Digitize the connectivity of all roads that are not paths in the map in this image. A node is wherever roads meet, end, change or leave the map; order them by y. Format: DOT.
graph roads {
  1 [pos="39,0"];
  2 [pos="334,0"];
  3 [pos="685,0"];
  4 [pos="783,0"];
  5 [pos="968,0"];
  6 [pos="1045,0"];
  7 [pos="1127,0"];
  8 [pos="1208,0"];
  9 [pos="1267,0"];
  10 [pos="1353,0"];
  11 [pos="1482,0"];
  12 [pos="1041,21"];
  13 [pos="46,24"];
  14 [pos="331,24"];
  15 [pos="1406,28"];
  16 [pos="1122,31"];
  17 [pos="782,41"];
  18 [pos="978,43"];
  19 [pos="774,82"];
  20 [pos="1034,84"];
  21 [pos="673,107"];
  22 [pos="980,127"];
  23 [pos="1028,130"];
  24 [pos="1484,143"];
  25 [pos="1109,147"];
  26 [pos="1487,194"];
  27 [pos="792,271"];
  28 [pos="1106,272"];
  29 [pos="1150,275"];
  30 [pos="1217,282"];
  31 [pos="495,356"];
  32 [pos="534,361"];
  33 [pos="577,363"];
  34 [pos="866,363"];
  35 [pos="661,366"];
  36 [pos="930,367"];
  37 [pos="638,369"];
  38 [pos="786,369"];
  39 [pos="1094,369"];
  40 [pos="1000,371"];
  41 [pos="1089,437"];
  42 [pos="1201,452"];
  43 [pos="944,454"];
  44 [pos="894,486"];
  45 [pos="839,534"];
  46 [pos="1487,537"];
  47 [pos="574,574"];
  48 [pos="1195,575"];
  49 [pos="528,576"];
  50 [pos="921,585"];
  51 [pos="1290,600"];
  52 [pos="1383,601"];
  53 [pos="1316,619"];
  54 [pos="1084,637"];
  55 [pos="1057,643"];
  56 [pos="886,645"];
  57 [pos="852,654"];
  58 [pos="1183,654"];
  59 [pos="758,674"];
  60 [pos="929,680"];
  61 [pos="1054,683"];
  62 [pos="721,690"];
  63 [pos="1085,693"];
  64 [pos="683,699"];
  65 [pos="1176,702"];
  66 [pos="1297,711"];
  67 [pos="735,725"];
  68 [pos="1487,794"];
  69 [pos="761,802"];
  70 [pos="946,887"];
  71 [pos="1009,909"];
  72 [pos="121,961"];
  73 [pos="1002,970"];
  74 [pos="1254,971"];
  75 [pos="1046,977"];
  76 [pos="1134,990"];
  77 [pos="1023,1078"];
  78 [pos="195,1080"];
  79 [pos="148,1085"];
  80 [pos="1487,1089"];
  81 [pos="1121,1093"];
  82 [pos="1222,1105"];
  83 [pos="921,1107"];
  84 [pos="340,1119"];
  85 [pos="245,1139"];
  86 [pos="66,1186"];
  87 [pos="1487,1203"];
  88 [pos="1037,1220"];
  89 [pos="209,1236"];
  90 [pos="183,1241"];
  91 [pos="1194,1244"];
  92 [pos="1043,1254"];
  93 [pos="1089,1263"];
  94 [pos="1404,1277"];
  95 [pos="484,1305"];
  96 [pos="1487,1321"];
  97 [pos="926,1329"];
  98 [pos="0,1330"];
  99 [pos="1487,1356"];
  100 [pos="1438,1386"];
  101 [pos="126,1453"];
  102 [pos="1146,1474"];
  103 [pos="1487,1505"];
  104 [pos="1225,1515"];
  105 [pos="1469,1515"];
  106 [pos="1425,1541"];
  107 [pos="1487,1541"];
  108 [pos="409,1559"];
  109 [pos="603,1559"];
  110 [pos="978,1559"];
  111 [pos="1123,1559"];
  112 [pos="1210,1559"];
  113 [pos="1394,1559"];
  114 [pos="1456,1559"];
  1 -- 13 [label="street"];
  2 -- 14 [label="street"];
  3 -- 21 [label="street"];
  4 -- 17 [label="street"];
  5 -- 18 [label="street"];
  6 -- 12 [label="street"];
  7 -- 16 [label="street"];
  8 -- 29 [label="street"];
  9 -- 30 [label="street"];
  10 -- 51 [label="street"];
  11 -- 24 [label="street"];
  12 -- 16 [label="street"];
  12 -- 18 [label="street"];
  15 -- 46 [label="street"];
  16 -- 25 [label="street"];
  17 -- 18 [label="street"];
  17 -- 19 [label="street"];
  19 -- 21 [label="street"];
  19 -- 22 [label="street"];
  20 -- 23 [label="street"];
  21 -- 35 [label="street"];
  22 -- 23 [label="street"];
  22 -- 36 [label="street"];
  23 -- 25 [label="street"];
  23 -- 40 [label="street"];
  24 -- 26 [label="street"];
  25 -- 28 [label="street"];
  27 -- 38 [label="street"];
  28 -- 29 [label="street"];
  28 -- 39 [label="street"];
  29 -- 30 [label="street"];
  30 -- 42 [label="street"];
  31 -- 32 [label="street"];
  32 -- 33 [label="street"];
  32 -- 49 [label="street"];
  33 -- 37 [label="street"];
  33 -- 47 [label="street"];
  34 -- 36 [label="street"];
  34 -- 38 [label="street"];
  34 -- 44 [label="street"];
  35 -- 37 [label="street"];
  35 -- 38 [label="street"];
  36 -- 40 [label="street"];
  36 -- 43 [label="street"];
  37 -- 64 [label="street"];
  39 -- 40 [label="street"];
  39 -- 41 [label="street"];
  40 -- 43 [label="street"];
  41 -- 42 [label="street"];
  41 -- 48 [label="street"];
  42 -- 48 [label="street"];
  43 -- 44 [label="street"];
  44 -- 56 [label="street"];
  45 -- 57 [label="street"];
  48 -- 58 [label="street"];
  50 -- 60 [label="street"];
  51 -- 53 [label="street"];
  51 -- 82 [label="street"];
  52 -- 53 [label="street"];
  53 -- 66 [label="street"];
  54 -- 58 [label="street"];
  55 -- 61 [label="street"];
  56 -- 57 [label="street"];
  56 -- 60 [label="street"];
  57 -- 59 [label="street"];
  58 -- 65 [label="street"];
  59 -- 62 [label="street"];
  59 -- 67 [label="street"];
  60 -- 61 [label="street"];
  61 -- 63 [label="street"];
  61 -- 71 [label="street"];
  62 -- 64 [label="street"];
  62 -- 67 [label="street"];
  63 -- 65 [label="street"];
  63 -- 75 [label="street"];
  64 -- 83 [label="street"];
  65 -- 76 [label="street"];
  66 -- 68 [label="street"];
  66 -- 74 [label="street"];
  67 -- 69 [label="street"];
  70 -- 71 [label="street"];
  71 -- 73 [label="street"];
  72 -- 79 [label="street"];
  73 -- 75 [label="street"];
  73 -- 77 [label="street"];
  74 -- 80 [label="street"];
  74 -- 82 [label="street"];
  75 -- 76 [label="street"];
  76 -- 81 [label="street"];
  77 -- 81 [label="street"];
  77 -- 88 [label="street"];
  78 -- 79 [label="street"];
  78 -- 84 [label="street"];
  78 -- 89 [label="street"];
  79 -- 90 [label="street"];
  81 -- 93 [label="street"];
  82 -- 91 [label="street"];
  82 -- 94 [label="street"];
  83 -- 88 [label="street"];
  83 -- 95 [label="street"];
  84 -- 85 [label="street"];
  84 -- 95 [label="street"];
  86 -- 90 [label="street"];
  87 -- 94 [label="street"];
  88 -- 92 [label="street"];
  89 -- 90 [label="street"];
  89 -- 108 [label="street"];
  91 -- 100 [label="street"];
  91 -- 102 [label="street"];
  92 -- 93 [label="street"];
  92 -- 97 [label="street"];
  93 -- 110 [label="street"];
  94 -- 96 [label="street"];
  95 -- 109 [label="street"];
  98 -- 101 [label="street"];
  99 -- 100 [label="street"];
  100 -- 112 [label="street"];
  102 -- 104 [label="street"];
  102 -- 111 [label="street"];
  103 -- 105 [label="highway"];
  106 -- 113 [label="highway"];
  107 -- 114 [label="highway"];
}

────────

> **Work request**: Within the listing above, each line containing "highway" is counted once; report the total and nothing else.

> **Exercise output**: 3